Action item:
Find every line containing the string "Extract" in the data below, and report how many there are, with no other words.

Material for this exercise:
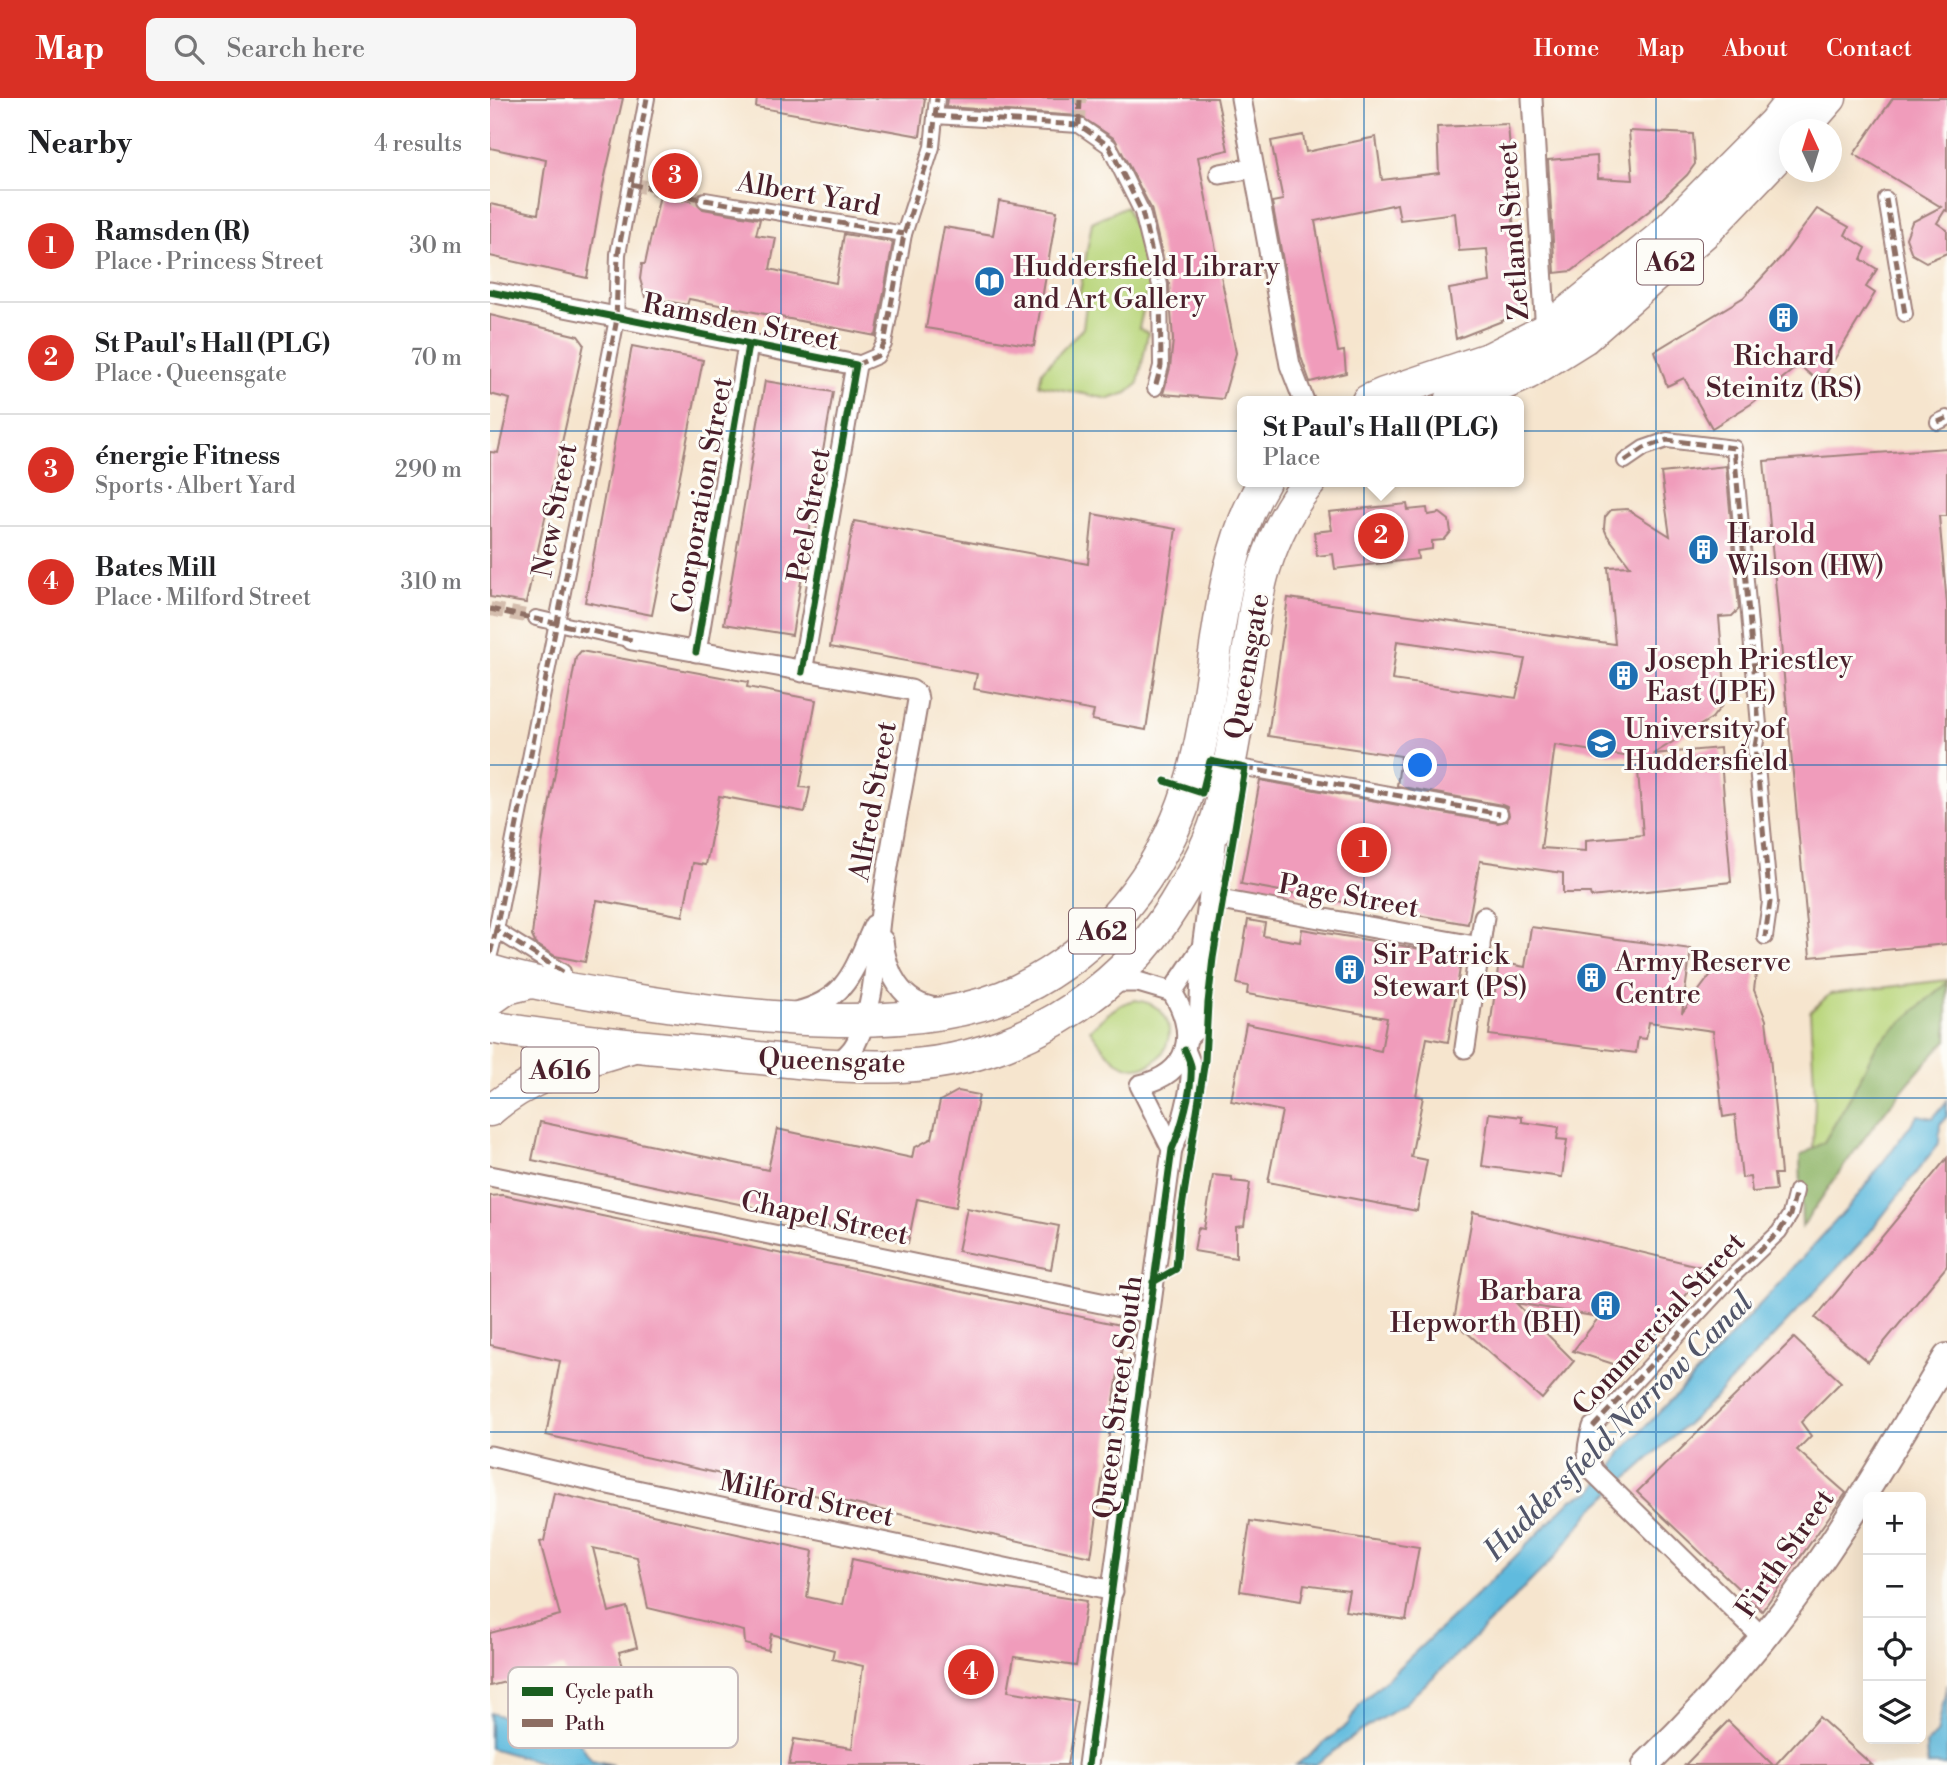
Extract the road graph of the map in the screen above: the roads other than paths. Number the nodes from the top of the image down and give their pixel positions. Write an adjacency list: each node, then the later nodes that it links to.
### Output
1 (647, 98): 17 (street, New Street)
2 (937, 98): 7 (street)
3 (1241, 98): 10 (street)
4 (1532, 98): 19 (street, Zetland Street)
5 (1794, 98): 19 (highway, A62)
6 (1830, 98): 8 (highway)
7 (935, 116): 14 (street); 22 (street)
8 (1812, 119)
9 (1779, 155): 19 (highway, A62)
10 (1253, 168): 11 (street); 21 (street)
11 (1220, 174)
12 (1886, 199): 16 (street)
13 (705, 200): 14 (street, Albert Yard)
14 (904, 234): 20 (street)
15 (490, 292): 17 (street, Ramsden Street)
16 (1905, 314)
17 (617, 318): 18 (street, Ramsden Street); 31 (street, New Street)
18 (748, 345): 20 (street, Ramsden Street); 33 (street, Corporation Street)
19 (1547, 345): 25 (highway, A62); 26 (highway, A62)
20 (856, 365): 34 (street, Peel Street)
21 (1290, 365): 23 (street); 24 (street)
22 (1155, 388)
23 (1287, 396)
24 (1302, 396)
25 (1379, 396)
26 (1468, 396)
27 (1625, 461): 42 (street)
28 (1261, 487): 52 (highway, Queensgate / A62)
29 (1307, 487): 36 (highway, Queensgate / A62)
30 (536, 618): 31 (street)
31 (556, 622): 32 (street); 41 (street, New Street)
32 (632, 640): 33 (street)
33 (696, 652): 34 (street)
34 (802, 672): 39 (street, Alfred Street)
35 (1245, 768): 37 (street)
36 (1220, 811): 38 (street, Queen Street South); 48 (highway, Queensgate / A62)
37 (1500, 814)
38 (1209, 898): 43 (street, Page Street); 44 (street, Queen Street South)
39 (881, 911): 52 (street, Alfred Street); 53 (street, Alfred Street); 54 (street, Alfred Street)
40 (1484, 917): 43 (street)
41 (496, 930): 45 (street, New Street); 47 (street)
42 (1765, 937)
43 (1480, 947): 58 (street)
44 (1202, 948): 50 (street, Queen Street South); 56 (street, Queen Street South)
45 (490, 954)
46 (490, 971): 49 (highway, A62)
47 (563, 972)
48 (1111, 982): 50 (street); 59 (highway, Queensgate / A62)
49 (533, 983): 51 (main road); 53 (highway, Queensgate / A62)
50 (1172, 992): 56 (street, Queen Street South)
51 (490, 1001)
52 (956, 1010): 54 (highway, Queensgate / A62)
53 (772, 1017): 54 (highway, Queensgate / A62)
54 (865, 1018): 59 (street, Alfred Street)
55 (490, 1027): 57 (highway, Queensgate / A62)
56 (1187, 1044): 60 (street, Queen Street South); 62 (street, Queen Street South)
57 (638, 1046): 59 (highway, Queensgate / A62); 61 (main road, A616)
58 (1465, 1048)
59 (834, 1065)
60 (1167, 1075): 62 (street, Queen Street South); 62 (street)
61 (490, 1111)
62 (1176, 1140): 65 (street, Queen Street South)
63 (490, 1175): 65 (street, Chapel Street)
64 (1796, 1191): 67 (street, Commercial Street)
65 (1149, 1313): 69 (street, Queen Street South)
66 (1947, 1357): 70 (main road, Firth Street)
67 (1593, 1427): 70 (street, Commercial Street)
68 (490, 1456): 69 (street, Milford Street)
69 (1113, 1591): 71 (street, Queen Street South)
70 (1763, 1638): 72 (main road, Firth Street)
71 (1088, 1765)
72 (1646, 1765)

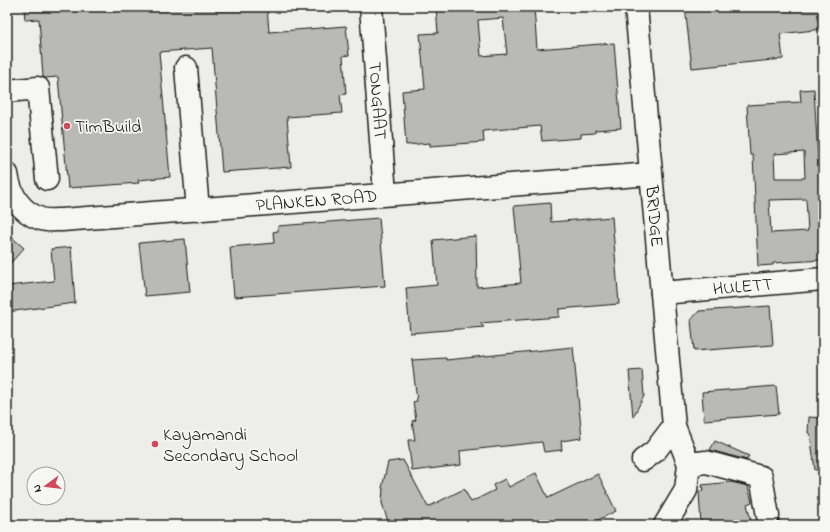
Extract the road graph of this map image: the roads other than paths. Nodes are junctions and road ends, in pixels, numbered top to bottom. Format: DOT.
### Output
graph roads {
  1 [pos="371,7"];
  2 [pos="636,7"];
  3 [pos="186,68"];
  4 [pos="7,91"];
  5 [pos="7,174"];
  6 [pos="651,174"];
  7 [pos="47,179"];
  8 [pos="385,194"];
  9 [pos="198,210"];
  10 [pos="823,279"];
  11 [pos="662,293"];
  12 [pos="674,426"];
  13 [pos="643,460"];
  14 [pos="689,464"];
  15 [pos="768,516"];
  16 [pos="665,525"];
  1 -- 8 [label="street, TONGAAT"];
  2 -- 6 [label="street, BRIDGE"];
  3 -- 9 [label="street"];
  4 -- 7 [label="street"];
  5 -- 9 [label="street, PLANKEN ROAD"];
  6 -- 8 [label="street, PLANKEN ROAD"];
  6 -- 11 [label="street, BRIDGE"];
  8 -- 9 [label="street, PLANKEN ROAD"];
  10 -- 11 [label="street, HULETT"];
  11 -- 12 [label="street, BRIDGE"];
  12 -- 13 [label="street"];
  12 -- 14 [label="street, BRIDGE"];
  14 -- 15 [label="street"];
  14 -- 16 [label="street"];
}
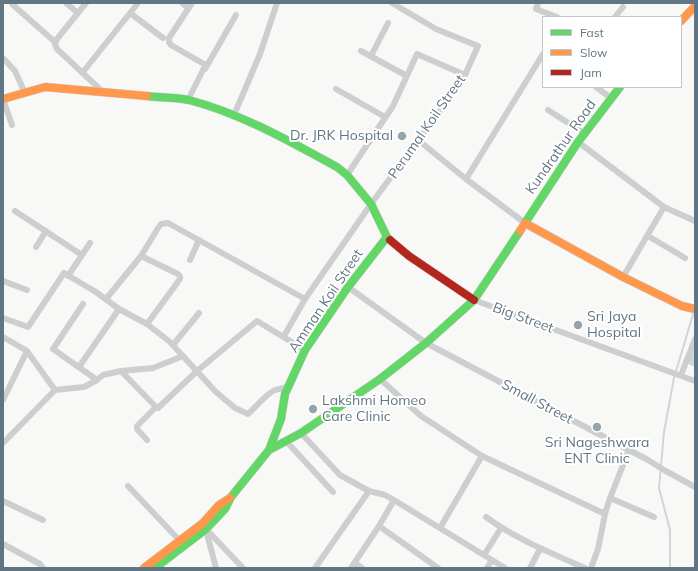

Written response:
2